§ **THE TASK**: Say how many lines of the records include the string "paths". Nothing else belongs in the answer.

§ **RECORDS TO USE**:
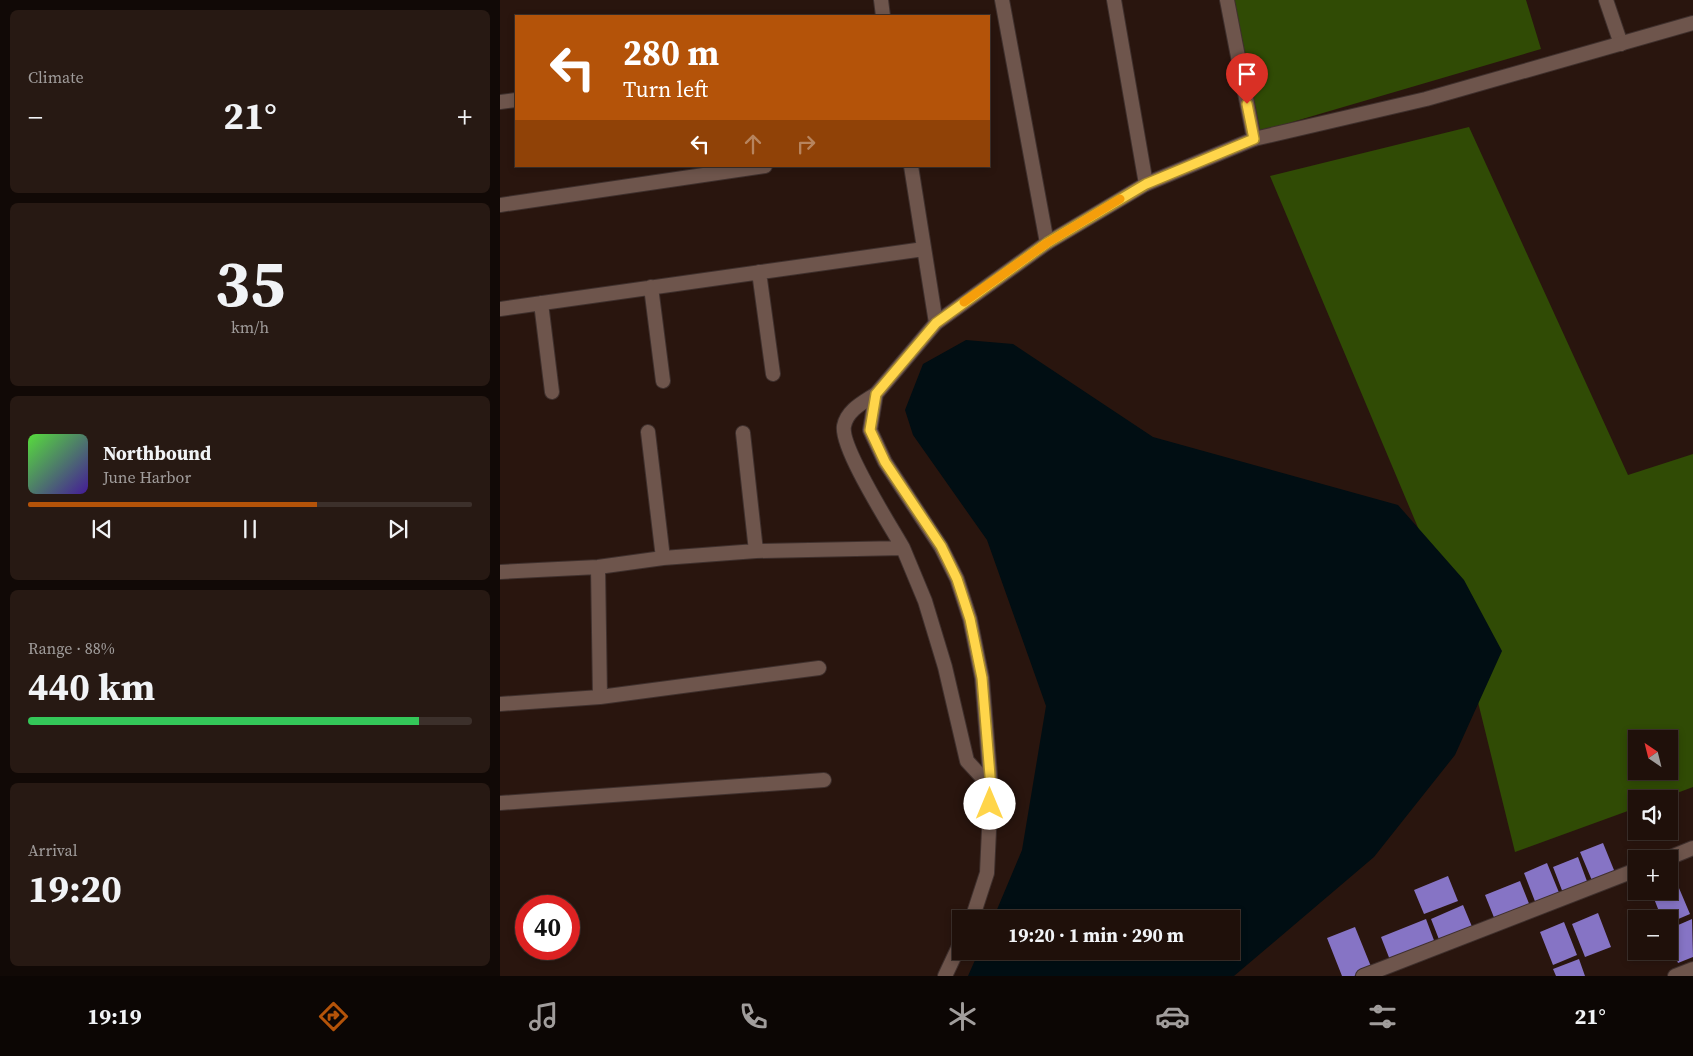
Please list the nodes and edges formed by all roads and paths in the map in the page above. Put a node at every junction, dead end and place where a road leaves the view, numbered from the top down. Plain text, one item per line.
1 (881, 0) edge
2 (1002, 0) edge
3 (1114, 0) edge
4 (1227, 0) edge
5 (1606, 0) edge
6 (884, 15) edge
7 (1693, 23) edge
8 (1622, 44) junction
9 (515, 100) edge
10 (500, 102) edge
11 (1254, 139) junction
12 (759, 167) edge
13 (910, 167) edge
14 (1146, 184) junction
15 (500, 205) edge
16 (1047, 243) junction
17 (924, 248) junction
18 (759, 272) junction
19 (651, 287) junction
20 (542, 303) junction
21 (500, 309) edge
22 (936, 323) junction
23 (773, 374) dead end
24 (663, 381) dead end
25 (552, 392) dead end
26 (876, 394) junction
27 (648, 432) dead end
28 (743, 433) dead end
29 (903, 548) junction
30 (756, 551) junction
31 (663, 558) junction
32 (598, 567) junction
33 (500, 572) edge
34 (819, 668) dead end
35 (600, 697) junction
36 (500, 704) edge
37 (824, 780) dead end
38 (991, 788) junction
39 (500, 803) edge
40 (1693, 848) edge
41 (1678, 854) edge
42 (1628, 873) edge
43 (975, 910) edge
44 (953, 960) edge
45 (1693, 969) edge
46 (946, 976) edge
47 (1363, 976) edge
48 (1675, 976) edge

1 - 6 street
2 - 16 street
3 - 14 street
4 - 11 street
5 - 8 street
7 - 8 street
8 - 11 street
9 - 10 street
11 - 14 street
12 - 15 street
13 - 17 street
14 - 16 street
16 - 22 street
17 - 18 street
17 - 22 street
18 - 19 street
18 - 23 street
19 - 20 street
19 - 24 street
20 - 21 street
20 - 25 street
22 - 26 street
26 - 29 street
26 - 38 street
27 - 31 street
28 - 30 street
29 - 30 street
29 - 38 street
30 - 31 street
31 - 32 street
32 - 33 street
32 - 35 street
34 - 35 street
35 - 36 street
37 - 39 street
38 - 43 street
40 - 41 street
42 - 47 street
44 - 46 street
45 - 48 street

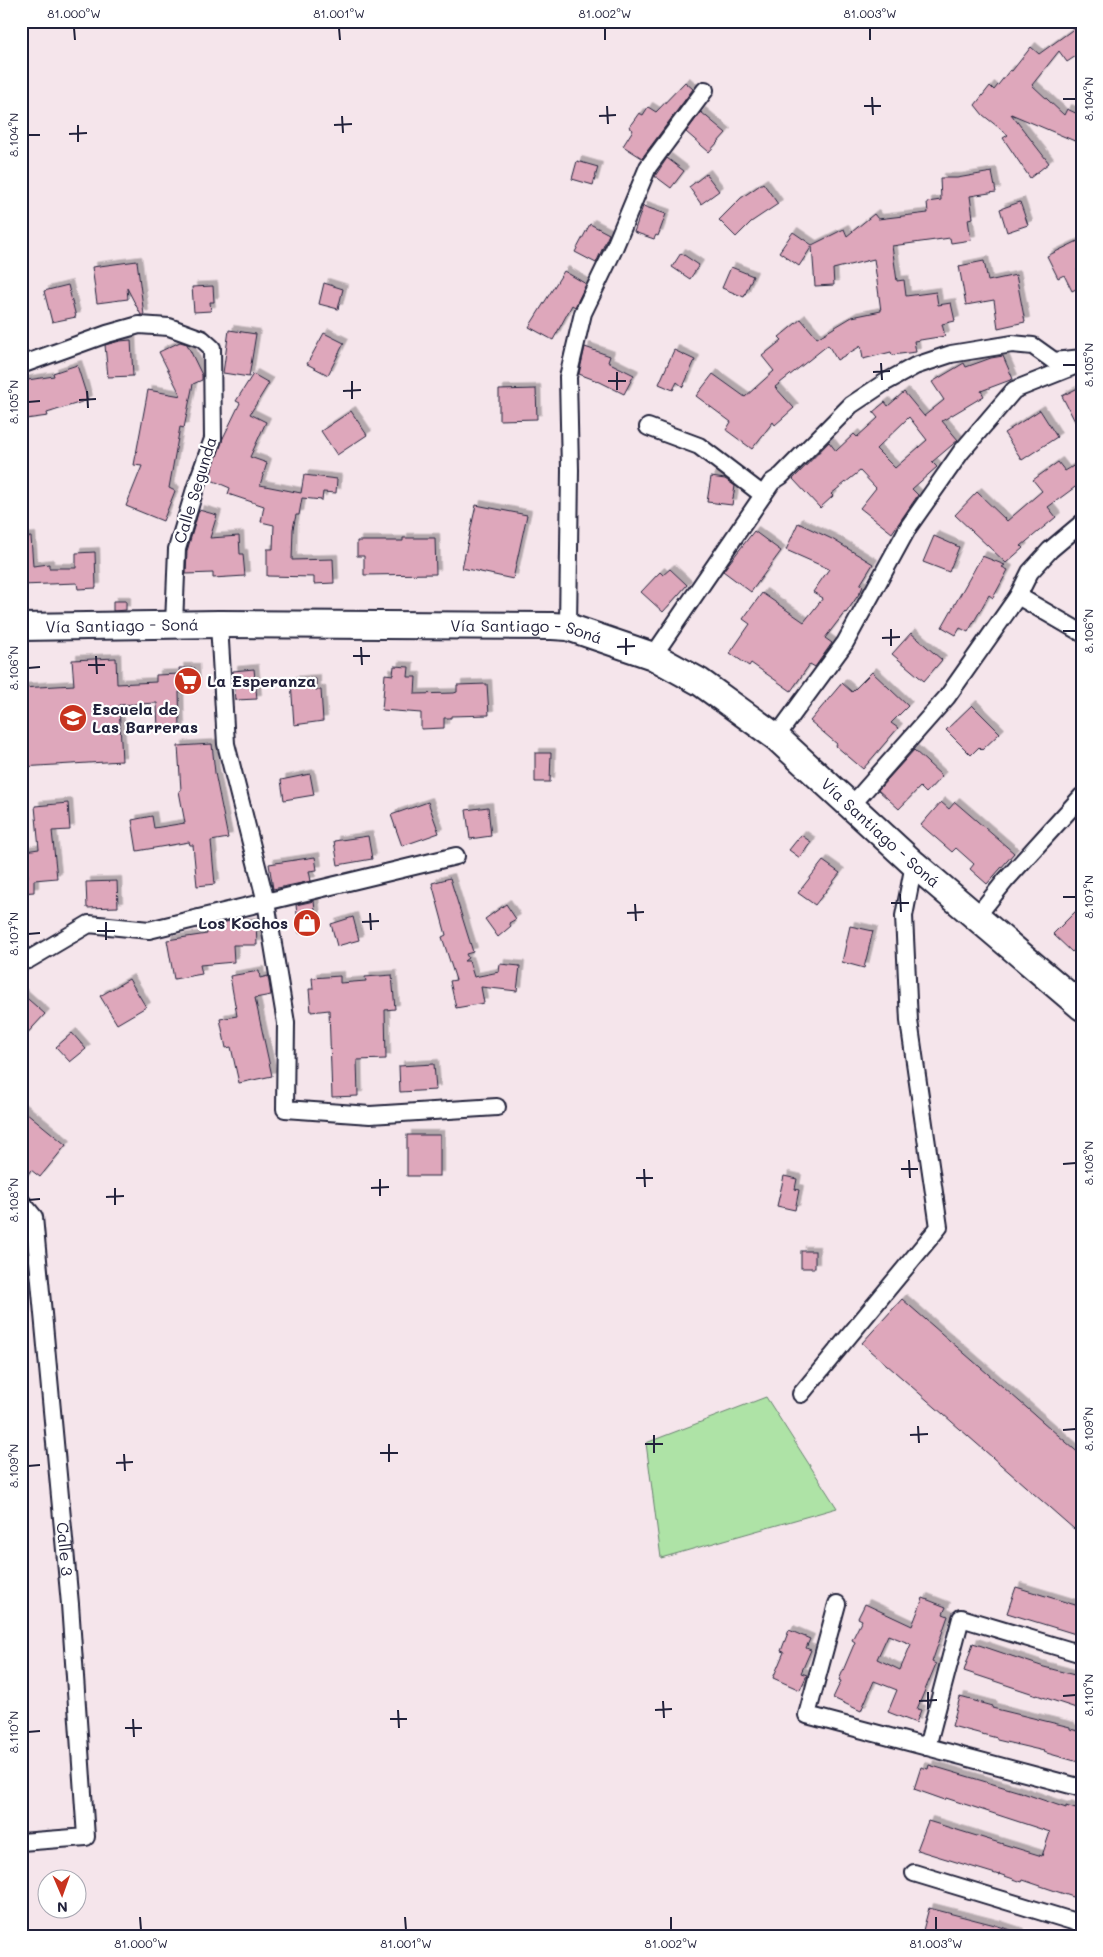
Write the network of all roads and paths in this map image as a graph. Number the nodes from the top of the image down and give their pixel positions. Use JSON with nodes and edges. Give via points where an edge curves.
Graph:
{"nodes":[{"id":1,"x":704,"y":90,"type":"dead end"},
{"id":2,"x":1082,"y":358,"type":"edge"},
{"id":3,"x":1082,"y":363,"type":"edge"},
{"id":4,"x":21,"y":365,"type":"edge"},
{"id":5,"x":648,"y":427,"type":"dead end"},
{"id":6,"x":763,"y":495,"type":"junction"},
{"id":7,"x":1082,"y":523,"type":"edge"},
{"id":8,"x":1018,"y":596,"type":"junction"},
{"id":9,"x":174,"y":624,"type":"junction"},
{"id":10,"x":219,"y":624,"type":"junction"},
{"id":11,"x":21,"y":627,"type":"edge"},
{"id":12,"x":568,"y":627,"type":"junction"},
{"id":13,"x":1082,"y":633,"type":"edge"},
{"id":14,"x":653,"y":656,"type":"junction"},
{"id":15,"x":776,"y":737,"type":"junction"},
{"id":16,"x":1082,"y":796,"type":"edge"},
{"id":17,"x":851,"y":806,"type":"junction"},
{"id":18,"x":456,"y":856,"type":"dead end"},
{"id":19,"x":914,"y":864,"type":"junction"},
{"id":20,"x":266,"y":902,"type":"junction"},
{"id":21,"x":977,"y":916,"type":"junction"},
{"id":22,"x":21,"y":961,"type":"edge"},
{"id":23,"x":1082,"y":1006,"type":"edge"},
{"id":24,"x":497,"y":1108,"type":"dead end"},
{"id":25,"x":21,"y":1202,"type":"edge"},
{"id":26,"x":801,"y":1394,"type":"dead end"},
{"id":27,"x":837,"y":1604,"type":"dead end"},
{"id":28,"x":1082,"y":1654,"type":"edge"},
{"id":29,"x":927,"y":1747,"type":"junction"},
{"id":30,"x":1082,"y":1788,"type":"edge"},
{"id":31,"x":21,"y":1842,"type":"edge"},
{"id":32,"x":914,"y":1873,"type":"dead end"},
{"id":33,"x":1082,"y":1924,"type":"edge"}],
"edges":[{"from":1,"to":12,"type":"street","via":[[648,167],[583,313],[568,377]]},
{"from":2,"to":6,"type":"street","via":[[1054,362],[1033,346],[1012,344],[951,354],[915,366],[851,405],[772,482]]},
{"from":3,"to":15,"type":"street","via":[[1014,390],[961,452],[909,526],[845,643]]},
{"from":4,"to":9,"type":"street","name":"Calle Segunda","via":[[139,325],[169,327],[202,339],[212,348],[213,439],[177,549]]},
{"from":5,"to":6,"type":"street","via":[[700,446]]},
{"from":6,"to":14,"type":"street"},
{"from":7,"to":8,"type":"street","via":[[1030,572]]},
{"from":8,"to":13,"type":"street"},
{"from":8,"to":17,"type":"street","via":[[947,697]]},
{"from":9,"to":10,"type":"main road","name":"Vía Santiago - Soná"},
{"from":9,"to":11,"type":"main road","name":"Vía Santiago - Soná"},
{"from":10,"to":12,"type":"main road","name":"Vía Santiago - Soná"},
{"from":10,"to":20,"type":"street","via":[[226,744]]},
{"from":12,"to":14,"type":"main road","name":"Vía Santiago - Soná"},
{"from":14,"to":15,"type":"main road","name":"Vía Santiago - Soná","via":[[700,682]]},
{"from":15,"to":17,"type":"main road","name":"Vía Santiago - Soná"},
{"from":16,"to":21,"type":"street"},
{"from":17,"to":19,"type":"main road","name":"Vía Santiago - Soná"},
{"from":18,"to":20,"type":"street"},
{"from":19,"to":21,"type":"main road","name":"Vía Santiago - Soná"},
{"from":19,"to":26,"type":"street","via":[[904,916],[909,1021],[939,1227]]},
{"from":20,"to":22,"type":"street","via":[[149,930],[89,924]]},
{"from":20,"to":24,"type":"street","via":[[286,1023],[285,1109],[370,1115]]},
{"from":21,"to":23,"type":"main road","name":"Vía Santiago - Soná"},
{"from":25,"to":31,"type":"street","name":"Calle 3","via":[[34,1217],[70,1604],[86,1837]]},
{"from":27,"to":29,"type":"street","via":[[807,1715]]},
{"from":28,"to":29,"type":"street","via":[[961,1618]]},
{"from":29,"to":30,"type":"street"},
{"from":32,"to":33,"type":"street"}]}
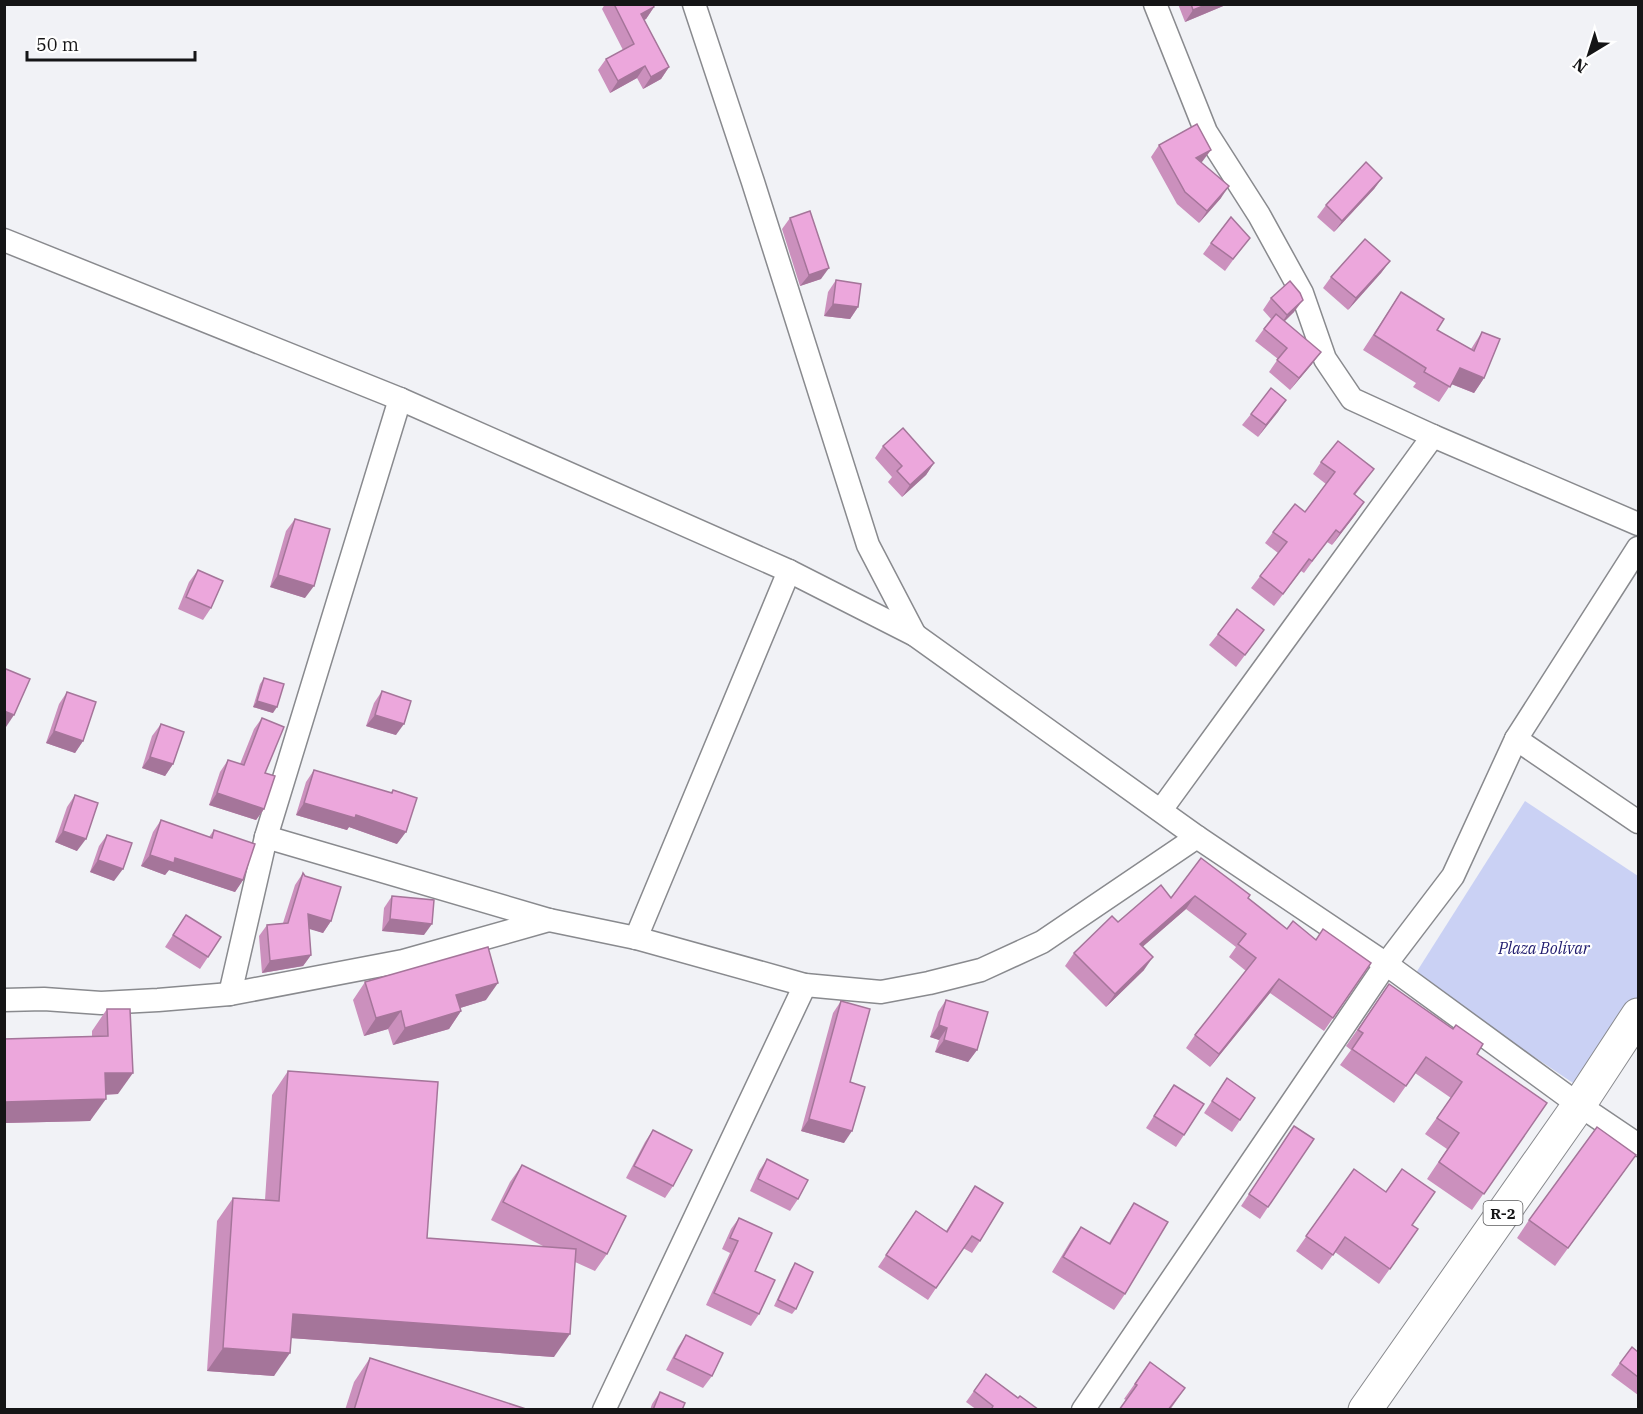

§ **EXERCISE OUTPUT**: 2